» Task prompt: I'd ask you to write out the lines below exactly, with no images.

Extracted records
##########

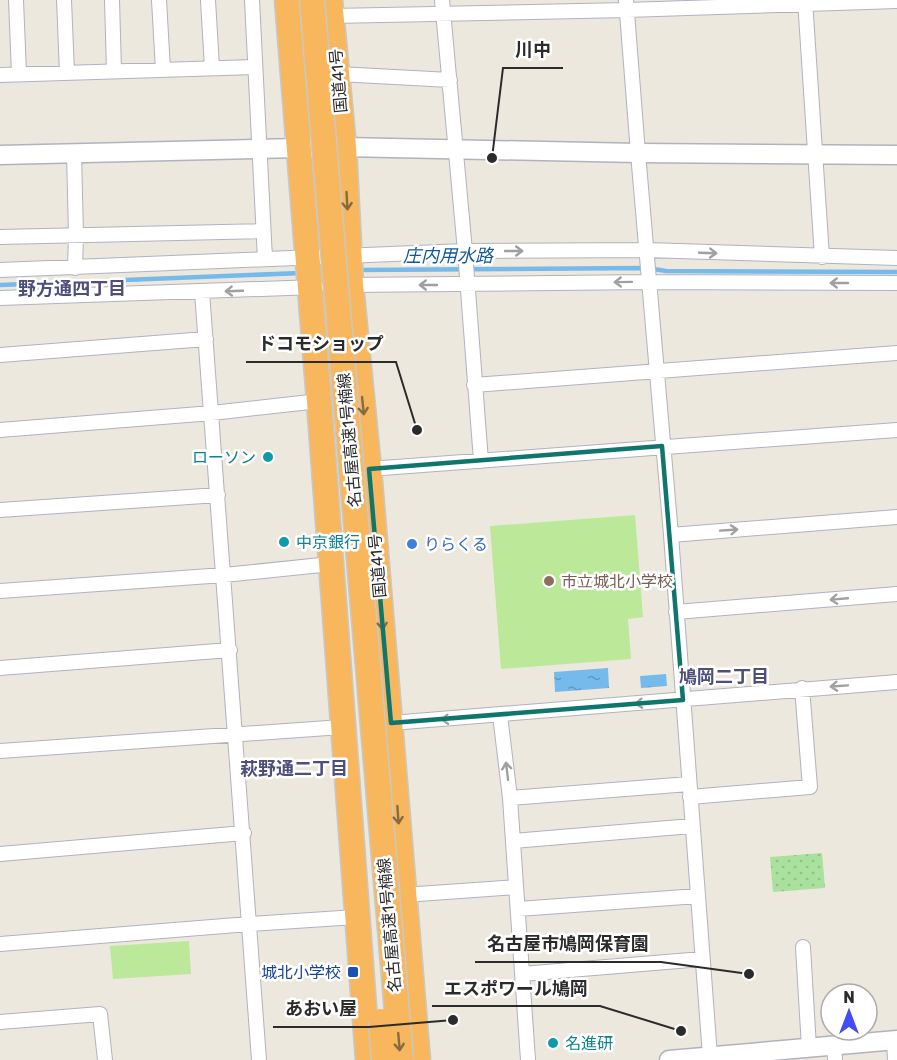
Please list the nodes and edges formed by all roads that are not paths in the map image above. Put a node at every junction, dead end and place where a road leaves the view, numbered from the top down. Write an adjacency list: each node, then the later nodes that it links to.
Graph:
1 (16, 0): 20 (street)
2 (64, 0): 19 (street)
3 (112, 0): 18 (street)
4 (159, 0): 17 (street)
5 (208, 0): 16 (street)
6 (252, 0): 15 (street)
7 (287, 0): 25 (highway)
8 (302, 0): 107 (highway, 名古屋高速1号楠線, bridge)
9 (312, 0): 108 (highway, 名古屋高速1号楠線, one-way to 108, bridge)
10 (897, 1): 11 (street)
11 (805, 2): 12 (street); 30 (street)
12 (627, 5): 13 (street); 29 (street)
13 (442, 7): 14 (street); 23 (street)
14 (331, 8): 22 (highway, 国道41号)
15 (255, 67): 16 (street); 26 (street)
16 (212, 68): 17 (street)
17 (163, 70): 18 (street)
18 (114, 71): 19 (street)
19 (67, 73): 20 (street)
20 (19, 74): 21 (street)
21 (0, 75)
22 (338, 75): 23 (street); 24 (highway, 国道41号)
23 (450, 80): 27 (street)
24 (344, 147): 25 (street); 27 (street); 37 (highway, 国道41号, one-way to 37)
25 (299, 148): 26 (street); 40 (highway)
26 (259, 149): 28 (street); 33 (street)
27 (455, 149): 29 (street); 38 (street)
28 (74, 153): 31 (street); 34 (street)
29 (638, 153): 30 (street); 36 (street)
30 (815, 153): 32 (street); 39 (street)
31 (0, 155)
32 (897, 155)
33 (263, 231): 34 (street); 42 (street)
34 (76, 236): 35 (street); 43 (street)
35 (0, 237)
36 (647, 254): 38 (street, one-way to 36); 39 (street, one-way to 39); 45 (street)
37 (350, 255): 38 (street); 40 (street); 48 (highway, 国道41号)
38 (465, 255): 46 (street)
39 (822, 257): 41 (street)
40 (298, 258): 42 (street); 49 (highway)
41 (897, 258)
42 (265, 259): 43 (street)
43 (75, 268): 44 (street)
44 (0, 270)
45 (650, 277): 46 (street, one-way to 46); 47 (street, one-way to 45); 55 (street)
46 (467, 282): 48 (street, one-way to 48); 56 (street)
47 (897, 283)
48 (351, 285): 49 (street); 63 (highway, 国道41号, one-way to 63)
49 (301, 288): 50 (street, one-way to 50); 57 (highway)
50 (202, 292): 51 (street); 52 (street)
51 (0, 298)
52 (206, 339): 54 (street); 58 (street)
53 (897, 353): 55 (street)
54 (0, 355)
55 (657, 370): 56 (street); 61 (street)
56 (474, 385): 62 (street)
57 (319, 401): 58 (street); 68 (highway)
58 (212, 413): 59 (street); 64 (street)
59 (0, 430)
60 (897, 430): 61 (street)
61 (662, 446): 62 (street); 67 (street)
62 (481, 460): 63 (street)
63 (369, 469): 79 (highway, 国道41号, one-way to 79)
64 (218, 495): 65 (street); 69 (street)
65 (0, 510)
66 (897, 517): 67 (street, one-way to 66)
67 (671, 535): 72 (street)
68 (331, 564): 69 (street); 80 (highway)
69 (224, 575): 70 (street); 73 (street)
70 (0, 591)
71 (897, 594): 72 (street, one-way to 72)
72 (676, 612): 77 (street)
73 (230, 650): 74 (street); 81 (street)
74 (0, 668)
75 (897, 682): 76 (street, one-way to 76)
76 (802, 688): 77 (street); 83 (street)
77 (683, 700): 78 (street, one-way to 78); 83 (street)
78 (501, 715): 79 (street, one-way to 79); 84 (street, one-way to 78)
79 (391, 723): 90 (highway, 国道41号, one-way to 90)
80 (342, 727): 81 (street); 93 (highway)
81 (236, 733): 82 (street); 86 (street)
82 (0, 751)
83 (689, 790): 84 (street); 85 (street)
84 (510, 798): 87 (street)
85 (692, 826): 87 (street); 91 (street)
86 (244, 833): 88 (street); 94 (street)
87 (513, 841): 89 (street)
88 (0, 854)
89 (516, 888): 90 (street); 92 (street)
90 (404, 895): 109 (highway, 国道41号)
91 (698, 896): 92 (street); 97 (street)
92 (518, 909): 98 (street)
93 (356, 917): 94 (street); 106 (highway)
94 (249, 924): 95 (street); 105 (street)
95 (0, 944)
96 (803, 947): 101 (street)
97 (702, 959): 98 (street); 103 (street)
98 (522, 974): 110 (street)
99 (0, 1022): 104 (street)
100 (895, 1040): 102 (street); 112 (street)
101 (809, 1048): 102 (street); 103 (street)
102 (834, 1053)
103 (710, 1056): 111 (street)
104 (105, 1060)
105 (259, 1060)
106 (368, 1060)
107 (384, 1060)
108 (401, 1060)
109 (418, 1060)
110 (528, 1060)
111 (669, 1060)
112 (895, 1060)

##########

» Exercise solution:
Please list the nodes and edges formed by all roads that are not paths in the map image above. Put a node at every junction, dead end and place where a road leaves the view, numbered from the top down. Write an adjacency list: each node, then the later nodes that it links to.
Graph:
1 (16, 0): 20 (street)
2 (64, 0): 19 (street)
3 (112, 0): 18 (street)
4 (159, 0): 17 (street)
5 (208, 0): 16 (street)
6 (252, 0): 15 (street)
7 (287, 0): 25 (highway)
8 (302, 0): 107 (highway, 名古屋高速1号楠線, bridge)
9 (312, 0): 108 (highway, 名古屋高速1号楠線, one-way to 108, bridge)
10 (897, 1): 11 (street)
11 (805, 2): 12 (street); 30 (street)
12 (627, 5): 13 (street); 29 (street)
13 (442, 7): 14 (street); 23 (street)
14 (331, 8): 22 (highway, 国道41号)
15 (255, 67): 16 (street); 26 (street)
16 (212, 68): 17 (street)
17 (163, 70): 18 (street)
18 (114, 71): 19 (street)
19 (67, 73): 20 (street)
20 (19, 74): 21 (street)
21 (0, 75)
22 (338, 75): 23 (street); 24 (highway, 国道41号)
23 (450, 80): 27 (street)
24 (344, 147): 25 (street); 27 (street); 37 (highway, 国道41号, one-way to 37)
25 (299, 148): 26 (street); 40 (highway)
26 (259, 149): 28 (street); 33 (street)
27 (455, 149): 29 (street); 38 (street)
28 (74, 153): 31 (street); 34 (street)
29 (638, 153): 30 (street); 36 (street)
30 (815, 153): 32 (street); 39 (street)
31 (0, 155)
32 (897, 155)
33 (263, 231): 34 (street); 42 (street)
34 (76, 236): 35 (street); 43 (street)
35 (0, 237)
36 (647, 254): 38 (street, one-way to 36); 39 (street, one-way to 39); 45 (street)
37 (350, 255): 38 (street); 40 (street); 48 (highway, 国道41号)
38 (465, 255): 46 (street)
39 (822, 257): 41 (street)
40 (298, 258): 42 (street); 49 (highway)
41 (897, 258)
42 (265, 259): 43 (street)
43 (75, 268): 44 (street)
44 (0, 270)
45 (650, 277): 46 (street, one-way to 46); 47 (street, one-way to 45); 55 (street)
46 (467, 282): 48 (street, one-way to 48); 56 (street)
47 (897, 283)
48 (351, 285): 49 (street); 63 (highway, 国道41号, one-way to 63)
49 (301, 288): 50 (street, one-way to 50); 57 (highway)
50 (202, 292): 51 (street); 52 (street)
51 (0, 298)
52 (206, 339): 54 (street); 58 (street)
53 (897, 353): 55 (street)
54 (0, 355)
55 (657, 370): 56 (street); 61 (street)
56 (474, 385): 62 (street)
57 (319, 401): 58 (street); 68 (highway)
58 (212, 413): 59 (street); 64 (street)
59 (0, 430)
60 (897, 430): 61 (street)
61 (662, 446): 62 (street); 67 (street)
62 (481, 460): 63 (street)
63 (369, 469): 79 (highway, 国道41号, one-way to 79)
64 (218, 495): 65 (street); 69 (street)
65 (0, 510)
66 (897, 517): 67 (street, one-way to 66)
67 (671, 535): 72 (street)
68 (331, 564): 69 (street); 80 (highway)
69 (224, 575): 70 (street); 73 (street)
70 (0, 591)
71 (897, 594): 72 (street, one-way to 72)
72 (676, 612): 77 (street)
73 (230, 650): 74 (street); 81 (street)
74 (0, 668)
75 (897, 682): 76 (street, one-way to 76)
76 (802, 688): 77 (street); 83 (street)
77 (683, 700): 78 (street, one-way to 78); 83 (street)
78 (501, 715): 79 (street, one-way to 79); 84 (street, one-way to 78)
79 (391, 723): 90 (highway, 国道41号, one-way to 90)
80 (342, 727): 81 (street); 93 (highway)
81 (236, 733): 82 (street); 86 (street)
82 (0, 751)
83 (689, 790): 84 (street); 85 (street)
84 (510, 798): 87 (street)
85 (692, 826): 87 (street); 91 (street)
86 (244, 833): 88 (street); 94 (street)
87 (513, 841): 89 (street)
88 (0, 854)
89 (516, 888): 90 (street); 92 (street)
90 (404, 895): 109 (highway, 国道41号)
91 (698, 896): 92 (street); 97 (street)
92 (518, 909): 98 (street)
93 (356, 917): 94 (street); 106 (highway)
94 (249, 924): 95 (street); 105 (street)
95 (0, 944)
96 (803, 947): 101 (street)
97 (702, 959): 98 (street); 103 (street)
98 (522, 974): 110 (street)
99 (0, 1022): 104 (street)
100 (895, 1040): 102 (street); 112 (street)
101 (809, 1048): 102 (street); 103 (street)
102 (834, 1053)
103 (710, 1056): 111 (street)
104 (105, 1060)
105 (259, 1060)
106 (368, 1060)
107 (384, 1060)
108 (401, 1060)
109 (418, 1060)
110 (528, 1060)
111 (669, 1060)
112 (895, 1060)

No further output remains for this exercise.